▶ _WHAT NEEDS TO BE DONE_
Nothing but the pictures may be dropped; the rest of the listing is to be written out exactly.

▶ _RECORDED DATA_

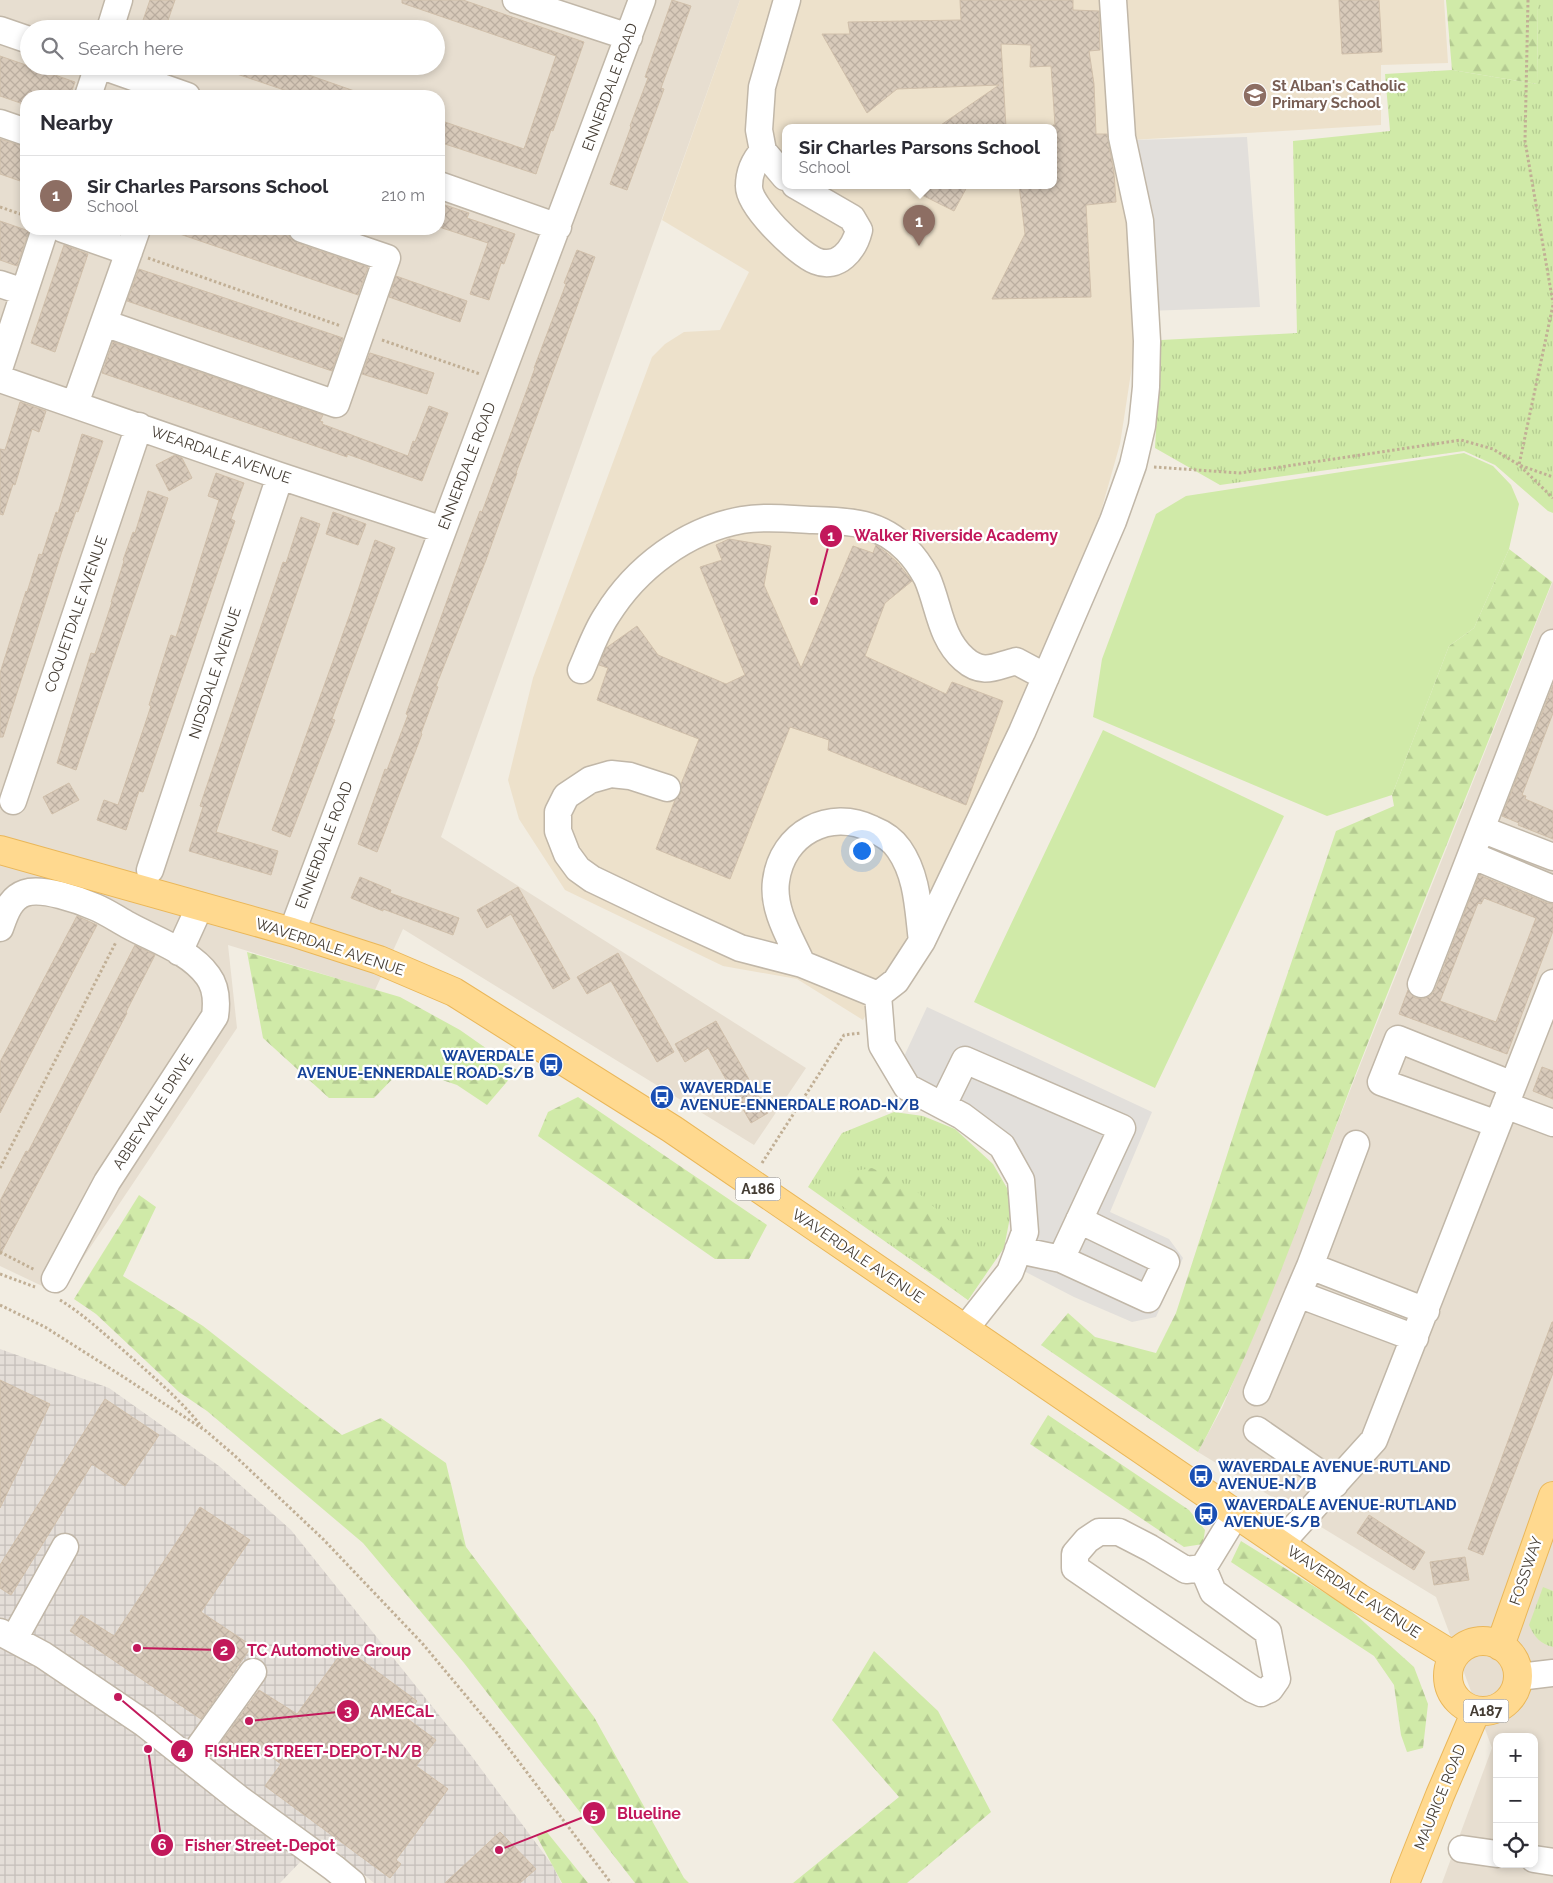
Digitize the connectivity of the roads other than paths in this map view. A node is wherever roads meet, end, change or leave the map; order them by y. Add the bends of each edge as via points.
1 (119, 0) edge
2 (516, 0) edge
3 (642, 0) edge
4 (787, 0) edge
5 (1113, 0) edge
6 (113, 20) edge
7 (0, 30) edge
8 (20, 37) edge
9 (629, 37) junction
10 (95, 75) edge
11 (127, 75) edge
12 (90, 90) edge
13 (168, 90) edge
14 (0, 123) edge
15 (20, 130) edge
16 (763, 151) junction
17 (782, 173) edge
18 (445, 187) edge
19 (802, 189) edge
20 (558, 227) junction
21 (42, 235) edge
22 (101, 235) edge
23 (320, 235) edge
24 (133, 240) edge
25 (12, 288) edge
26 (104, 323) junction
27 (0, 366) edge
28 (0, 379) edge
29 (76, 404) junction
30 (139, 426) junction
31 (280, 476) junction
32 (443, 530) junction
33 (1553, 643) edge
34 (581, 670) dead end
35 (1046, 677) junction
36 (667, 788) dead end
37 (13, 801) dead end
38 (1481, 829) junction
39 (0, 850) edge
40 (1470, 855) junction
41 (1553, 857) edge
42 (150, 870) dead end
43 (1553, 889) edge
44 (200, 906) junction
45 (0, 928) edge
46 (292, 932) junction
47 (922, 941) junction
48 (179, 952) junction
49 (802, 964) junction
50 (1553, 983) edge
51 (1421, 984) dead end
52 (878, 995) junction
53 (1505, 1104) junction
54 (942, 1106) junction
55 (1553, 1123) edge
56 (1356, 1144) dead end
57 (1079, 1220) junction
58 (1061, 1259) junction
59 (1014, 1261) junction
60 (1310, 1266) junction
61 (50, 1288) road end
62 (1298, 1294) junction
63 (1426, 1311) junction
64 (966, 1330) junction
65 (1415, 1338) junction
66 (1257, 1392) dead end
67 (1257, 1430) dead end
68 (1335, 1484) junction
69 (1553, 1496) edge
70 (1236, 1514) junction
71 (1280, 1544) junction
72 (65, 1547) dead end
73 (1204, 1568) junction
74 (7, 1636) edge
75 (1500, 1646) junction
76 (1454, 1656) junction
77 (253, 1672) dead end
78 (1553, 1673) edge
79 (1518, 1677) junction
80 (1476, 1711) junction
81 (190, 1760) junction
82 (1462, 1849) dead end
83 (1493, 1853) edge
84 (1538, 1860) edge
85 (1553, 1862) edge
86 (352, 1883) edge
87 (1405, 1883) edge

1 - 6 street
2 - 9 street
3 - 9 street, ENNERDALE ROAD
4 - 16 street via 762,87 759,130
5 - 35 street via 1122,137 1140,221 1148,341 1144,407 1133,465 1113,521
7 - 8 street
9 - 20 street, ENNERDALE ROAD
10 - 12 street
11 - 13 street
14 - 15 street
16 - 17 street
16 - 19 street via 752,166 748,187 772,226 816,261 831,263 845,256 856,243 859,230 852,218
18 - 20 street
20 - 32 street, ENNERDALE ROAD
21 - 25 street
22 - 24 street
23 - 26 street via 387,258 336,404
24 - 26 street
25 - 27 street
26 - 29 street
28 - 29 street, WEARDALE AVENUE
29 - 30 street, WEARDALE AVENUE
30 - 31 street, WEARDALE AVENUE
30 - 37 street, COQUETDALE AVENUE
31 - 32 street, WEARDALE AVENUE
31 - 42 street, NIDSDALE AVENUE
32 - 46 street, ENNERDALE ROAD
33 - 38 street
34 - 35 street via 605,617 624,590 648,565 680,543 714,528 742,520 770,518 843,521 872,526 889,535 908,550 926,578 951,644 964,659 986,669 1016,661
35 - 47 street
36 - 49 street via 630,776 611,774 590,780 566,796 558,812 558,831 566,854 592,879 670,916 740,948
38 - 40 street
38 - 41 street
39 - 44 main road, WAVERDALE AVENUE / A186
40 - 43 street
40 - 51 street
44 - 46 main road, WAVERDALE AVENUE / A186
44 - 48 street
45 - 48 street, ABBEYVALE DRIVE via 11,902 27,892 39,891 94,906
46 - 64 main road, WAVERDALE AVENUE / A186 via 379,960 454,992 672,1129
47 - 49 street via 915,886 908,864 898,848 881,833 859,822 838,820 816,826 792,844 782,860 776,881 781,918
47 - 52 street via 896,981
48 - 61 street, ABBEYVALE DRIVE via 208,976 215,989 217,1004 214,1016 107,1182
49 - 52 street
50 - 53 street
52 - 54 street via 882,1045 907,1087
53 - 55 street
53 - 63 street
54 - 57 street via 965,1060 1122,1128
54 - 59 street via 962,1116 1002,1146 1021,1180 1025,1232
56 - 60 street
57 - 58 street
57 - 58 street via 1166,1262 1148,1299
58 - 59 street
59 - 64 street
60 - 62 street
60 - 63 street
62 - 65 street
62 - 66 street
63 - 65 street
64 - 70 main road, WAVERDALE AVENUE / A186
65 - 68 street via 1374,1440
67 - 68 street
68 - 71 street
69 - 75 main road, FOSSWAY
70 - 71 main road, WAVERDALE AVENUE / A186
70 - 73 street
71 - 76 main road, WAVERDALE AVENUE / A186 via 1359,1598
72 - 74 street
73 - 73 street via 1213,1592 1268,1632 1277,1679 1270,1690 1261,1693 1252,1689 1075,1568 1076,1554 1087,1540 1099,1532 1119,1532 1186,1570
74 - 81 street via 43,1655 145,1724
75 - 76 main road via 1491,1642 1475,1642
75 - 79 main road via 1514,1659
76 - 80 main road, A187 via 1449,1667 1450,1690 1466,1707
77 - 81 street
78 - 79 street
79 - 80 main road, A187 via 1514,1692 1505,1704 1486,1712
80 - 87 main road, MAURICE ROAD / A187
81 - 86 street
82 - 83 street
84 - 85 street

▶ _REPLY TO THE TASK_
Digitize the connectivity of the roads other than paths in this map view. A node is wherever roads meet, end, change or leave the map; order them by y. Add the bends of each edge as via points.
1 (119, 0) edge
2 (516, 0) edge
3 (642, 0) edge
4 (787, 0) edge
5 (1113, 0) edge
6 (113, 20) edge
7 (0, 30) edge
8 (20, 37) edge
9 (629, 37) junction
10 (95, 75) edge
11 (127, 75) edge
12 (90, 90) edge
13 (168, 90) edge
14 (0, 123) edge
15 (20, 130) edge
16 (763, 151) junction
17 (782, 173) edge
18 (445, 187) edge
19 (802, 189) edge
20 (558, 227) junction
21 (42, 235) edge
22 (101, 235) edge
23 (320, 235) edge
24 (133, 240) edge
25 (12, 288) edge
26 (104, 323) junction
27 (0, 366) edge
28 (0, 379) edge
29 (76, 404) junction
30 (139, 426) junction
31 (280, 476) junction
32 (443, 530) junction
33 (1553, 643) edge
34 (581, 670) dead end
35 (1046, 677) junction
36 (667, 788) dead end
37 (13, 801) dead end
38 (1481, 829) junction
39 (0, 850) edge
40 (1470, 855) junction
41 (1553, 857) edge
42 (150, 870) dead end
43 (1553, 889) edge
44 (200, 906) junction
45 (0, 928) edge
46 (292, 932) junction
47 (922, 941) junction
48 (179, 952) junction
49 (802, 964) junction
50 (1553, 983) edge
51 (1421, 984) dead end
52 (878, 995) junction
53 (1505, 1104) junction
54 (942, 1106) junction
55 (1553, 1123) edge
56 (1356, 1144) dead end
57 (1079, 1220) junction
58 (1061, 1259) junction
59 (1014, 1261) junction
60 (1310, 1266) junction
61 (50, 1288) road end
62 (1298, 1294) junction
63 (1426, 1311) junction
64 (966, 1330) junction
65 (1415, 1338) junction
66 (1257, 1392) dead end
67 (1257, 1430) dead end
68 (1335, 1484) junction
69 (1553, 1496) edge
70 (1236, 1514) junction
71 (1280, 1544) junction
72 (65, 1547) dead end
73 (1204, 1568) junction
74 (7, 1636) edge
75 (1500, 1646) junction
76 (1454, 1656) junction
77 (253, 1672) dead end
78 (1553, 1673) edge
79 (1518, 1677) junction
80 (1476, 1711) junction
81 (190, 1760) junction
82 (1462, 1849) dead end
83 (1493, 1853) edge
84 (1538, 1860) edge
85 (1553, 1862) edge
86 (352, 1883) edge
87 (1405, 1883) edge

1 - 6 street
2 - 9 street
3 - 9 street, ENNERDALE ROAD
4 - 16 street via 762,87 759,130
5 - 35 street via 1122,137 1140,221 1148,341 1144,407 1133,465 1113,521
7 - 8 street
9 - 20 street, ENNERDALE ROAD
10 - 12 street
11 - 13 street
14 - 15 street
16 - 17 street
16 - 19 street via 752,166 748,187 772,226 816,261 831,263 845,256 856,243 859,230 852,218
18 - 20 street
20 - 32 street, ENNERDALE ROAD
21 - 25 street
22 - 24 street
23 - 26 street via 387,258 336,404
24 - 26 street
25 - 27 street
26 - 29 street
28 - 29 street, WEARDALE AVENUE
29 - 30 street, WEARDALE AVENUE
30 - 31 street, WEARDALE AVENUE
30 - 37 street, COQUETDALE AVENUE
31 - 32 street, WEARDALE AVENUE
31 - 42 street, NIDSDALE AVENUE
32 - 46 street, ENNERDALE ROAD
33 - 38 street
34 - 35 street via 605,617 624,590 648,565 680,543 714,528 742,520 770,518 843,521 872,526 889,535 908,550 926,578 951,644 964,659 986,669 1016,661
35 - 47 street
36 - 49 street via 630,776 611,774 590,780 566,796 558,812 558,831 566,854 592,879 670,916 740,948
38 - 40 street
38 - 41 street
39 - 44 main road, WAVERDALE AVENUE / A186
40 - 43 street
40 - 51 street
44 - 46 main road, WAVERDALE AVENUE / A186
44 - 48 street
45 - 48 street, ABBEYVALE DRIVE via 11,902 27,892 39,891 94,906
46 - 64 main road, WAVERDALE AVENUE / A186 via 379,960 454,992 672,1129
47 - 49 street via 915,886 908,864 898,848 881,833 859,822 838,820 816,826 792,844 782,860 776,881 781,918
47 - 52 street via 896,981
48 - 61 street, ABBEYVALE DRIVE via 208,976 215,989 217,1004 214,1016 107,1182
49 - 52 street
50 - 53 street
52 - 54 street via 882,1045 907,1087
53 - 55 street
53 - 63 street
54 - 57 street via 965,1060 1122,1128
54 - 59 street via 962,1116 1002,1146 1021,1180 1025,1232
56 - 60 street
57 - 58 street
57 - 58 street via 1166,1262 1148,1299
58 - 59 street
59 - 64 street
60 - 62 street
60 - 63 street
62 - 65 street
62 - 66 street
63 - 65 street
64 - 70 main road, WAVERDALE AVENUE / A186
65 - 68 street via 1374,1440
67 - 68 street
68 - 71 street
69 - 75 main road, FOSSWAY
70 - 71 main road, WAVERDALE AVENUE / A186
70 - 73 street
71 - 76 main road, WAVERDALE AVENUE / A186 via 1359,1598
72 - 74 street
73 - 73 street via 1213,1592 1268,1632 1277,1679 1270,1690 1261,1693 1252,1689 1075,1568 1076,1554 1087,1540 1099,1532 1119,1532 1186,1570
74 - 81 street via 43,1655 145,1724
75 - 76 main road via 1491,1642 1475,1642
75 - 79 main road via 1514,1659
76 - 80 main road, A187 via 1449,1667 1450,1690 1466,1707
77 - 81 street
78 - 79 street
79 - 80 main road, A187 via 1514,1692 1505,1704 1486,1712
80 - 87 main road, MAURICE ROAD / A187
81 - 86 street
82 - 83 street
84 - 85 street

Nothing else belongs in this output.